A curbless shower is an excellent choice for a wide range of homeowners, but it's particularly well-suited for:
Homeowners planning to stay in their home long-term and want a bathroom that will serve them well as they age. Families with elderly parents or grandparents who visit or live with them. Anyone who has experienced a mobility challenge, surgery recovery, or disability and values easy, barrier-free bathroom access. Homeowners renovating a main-floor bathroom or master ensuite and want a modern, premium aesthetic that will hold its value and appeal to future buyers.
It's worth knowing that curbless showers are increasingly expected by buyers in the South Surrey and White Rock market at the mid-range and premium price points, making them a smart renovation choice from a resale perspective as well.
A Few Practical Things to Keep in Mind
If you're seriously considering a curbless shower for your Surrey or White Rock home, here are a few things worth thinking about before you meet with a contractor.
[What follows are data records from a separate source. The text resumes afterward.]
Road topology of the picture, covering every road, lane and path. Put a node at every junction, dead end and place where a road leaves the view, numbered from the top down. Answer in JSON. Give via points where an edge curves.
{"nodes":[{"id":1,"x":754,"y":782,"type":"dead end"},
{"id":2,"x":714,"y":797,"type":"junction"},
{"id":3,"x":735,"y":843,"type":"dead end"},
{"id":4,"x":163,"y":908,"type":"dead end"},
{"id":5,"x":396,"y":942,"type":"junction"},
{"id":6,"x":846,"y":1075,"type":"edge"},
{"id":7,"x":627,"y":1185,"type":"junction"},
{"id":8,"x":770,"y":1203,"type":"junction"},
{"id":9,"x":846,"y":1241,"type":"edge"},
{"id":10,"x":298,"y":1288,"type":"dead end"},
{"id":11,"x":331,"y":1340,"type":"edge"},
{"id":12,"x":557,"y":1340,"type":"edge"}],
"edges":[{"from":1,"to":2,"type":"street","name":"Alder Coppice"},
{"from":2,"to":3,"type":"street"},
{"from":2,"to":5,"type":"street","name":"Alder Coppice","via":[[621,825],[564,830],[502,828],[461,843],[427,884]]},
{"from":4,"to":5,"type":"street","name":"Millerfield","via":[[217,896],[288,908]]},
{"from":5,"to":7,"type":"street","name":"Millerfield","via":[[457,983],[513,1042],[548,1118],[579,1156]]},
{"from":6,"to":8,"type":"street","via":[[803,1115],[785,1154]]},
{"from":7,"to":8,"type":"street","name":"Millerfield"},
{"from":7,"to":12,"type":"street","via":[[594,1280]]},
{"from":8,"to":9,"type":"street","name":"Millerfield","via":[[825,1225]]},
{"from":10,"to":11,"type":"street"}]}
The bathroom floor outside the shower will get some moisture exposure; not flooding, if the shower is built correctly, but light splash and steam. Choosing non-slip tile for both the shower floor and the bathroom floor surrounding it is important for safety. Heated floors, which are popular in BC bathroom renovations, pair particularly well with curbless designs since the open entry means the bathroom floor can feel cool without the curb acting as a temperature buffer.
Glass screens or partial glass panels are commonly used with curbless showers to provide a degree of privacy and additional water containment without the visual weight of a full enclosed door. These add cost but also add to the overall look of the space significantly.
Final thoughts
A curbless shower is a beautiful, practical, and increasingly standard feature in Surrey and White Rock bathroom renovations, but it's not a simple swap. It requires careful planning, experienced installation, proper waterproofing, and the right subfloor conditions to deliver the results you see in renovation photos. When it's done well, it genuinely transforms a bathroom into something that feels spacious, modern, and built to last. When it's done poorly, it becomes a persistent water management problem.
The best first step is a conversation with a contractor experienced in curbless builds who can assess your specific bathroom, walk you through what the installation would realistically involve in your home, and give you an honest picture of what to expect.